- Problem
List each line of the data that holds the word "junction".
======== Listed entries ========
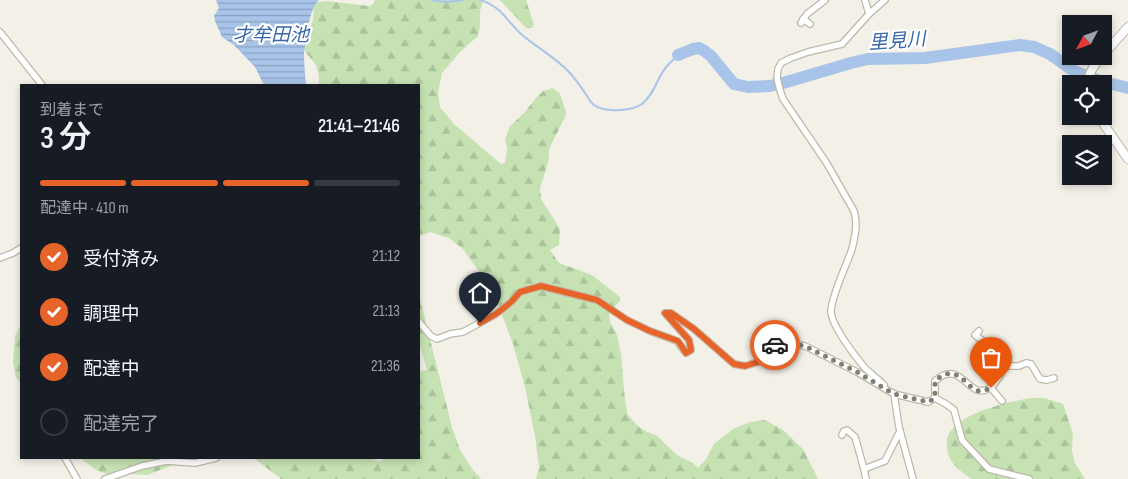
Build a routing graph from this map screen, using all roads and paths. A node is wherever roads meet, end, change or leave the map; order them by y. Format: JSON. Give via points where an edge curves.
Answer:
{"nodes":[{"id":1,"x":825,"y":0,"type":"edge"},
{"id":2,"x":865,"y":0,"type":"edge"},
{"id":3,"x":885,"y":0,"type":"edge"},
{"id":4,"x":870,"y":14,"type":"junction"},
{"id":5,"x":810,"y":24,"type":"dead end"},
{"id":6,"x":1128,"y":27,"type":"edge"},
{"id":7,"x":0,"y":32,"type":"edge"},
{"id":8,"x":1112,"y":45,"type":"edge"},
{"id":9,"x":41,"y":84,"type":"edge"},
{"id":10,"x":1104,"y":125,"type":"edge"},
{"id":11,"x":1128,"y":159,"type":"edge"},
{"id":12,"x":20,"y":249,"type":"edge"},
{"id":13,"x":0,"y":258,"type":"edge"},
{"id":14,"x":420,"y":323,"type":"edge"},
{"id":15,"x":979,"y":331,"type":"dead end"},
{"id":16,"x":1005,"y":366,"type":"junction"},
{"id":17,"x":1054,"y":378,"type":"dead end"},
{"id":18,"x":991,"y":388,"type":"junction"},
{"id":19,"x":894,"y":394,"type":"junction"},
{"id":20,"x":935,"y":398,"type":"junction"},
{"id":21,"x":1002,"y":401,"type":"dead end"},
{"id":22,"x":900,"y":431,"type":"junction"},
{"id":23,"x":842,"y":435,"type":"dead end"},
{"id":24,"x":66,"y":459,"type":"edge"},
{"id":25,"x":212,"y":459,"type":"edge"},
{"id":26,"x":864,"y":469,"type":"junction"},
{"id":27,"x":77,"y":479,"type":"edge"},
{"id":28,"x":106,"y":479,"type":"edge"},
{"id":29,"x":866,"y":479,"type":"edge"},
{"id":30,"x":913,"y":479,"type":"edge"},
{"id":31,"x":1029,"y":479,"type":"edge"}],
"edges":[{"from":1,"to":5,"type":"street","via":[[802,21]]},
{"from":2,"to":4,"type":"street"},
{"from":3,"to":4,"type":"street"},
{"from":4,"to":19,"type":"street","via":[[842,44],[781,63],[777,78],[784,99],[826,162],[857,219],[856,236],[834,296],[831,312],[835,324],[865,367]]},
{"from":6,"to":8,"type":"street"},
{"from":7,"to":9,"type":"street"},
{"from":10,"to":11,"type":"street"},
{"from":12,"to":13,"type":"street"},
{"from":14,"to":19,"type":"street","via":[[437,339],[463,332],[496,314],[520,292],[541,286],[597,300],[627,320],[678,341],[686,353],[691,350],[689,340],[665,313],[671,313],[694,329],[734,364],[745,366],[758,362],[770,347],[780,342],[805,346]]},
{"from":15,"to":16,"type":"street","via":[[975,335],[999,353]]},
{"from":16,"to":17,"type":"street","via":[[1031,364],[1040,379]]},
{"from":16,"to":18,"type":"street"},
{"from":18,"to":20,"type":"street","via":[[974,390],[958,375],[949,374],[935,381]]},
{"from":18,"to":21,"type":"street"},
{"from":19,"to":20,"type":"street","via":[[928,402]]},
{"from":19,"to":22,"type":"street"},
{"from":20,"to":31,"type":"street","via":[[954,410],[962,440],[989,469]]},
{"from":22,"to":26,"type":"street","via":[[885,461]]},
{"from":22,"to":30,"type":"street"},
{"from":23,"to":26,"type":"street","via":[[847,430],[855,437]]},
{"from":24,"to":27,"type":"street"},
{"from":25,"to":28,"type":"street","via":[[195,463],[166,460]]},
{"from":26,"to":29,"type":"street"}]}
========
- Task solution
{"id":4,"x":870,"y":14,"type":"junction"},
{"id":16,"x":1005,"y":366,"type":"junction"},
{"id":18,"x":991,"y":388,"type":"junction"},
{"id":19,"x":894,"y":394,"type":"junction"},
{"id":20,"x":935,"y":398,"type":"junction"},
{"id":22,"x":900,"y":431,"type":"junction"},
{"id":26,"x":864,"y":469,"type":"junction"},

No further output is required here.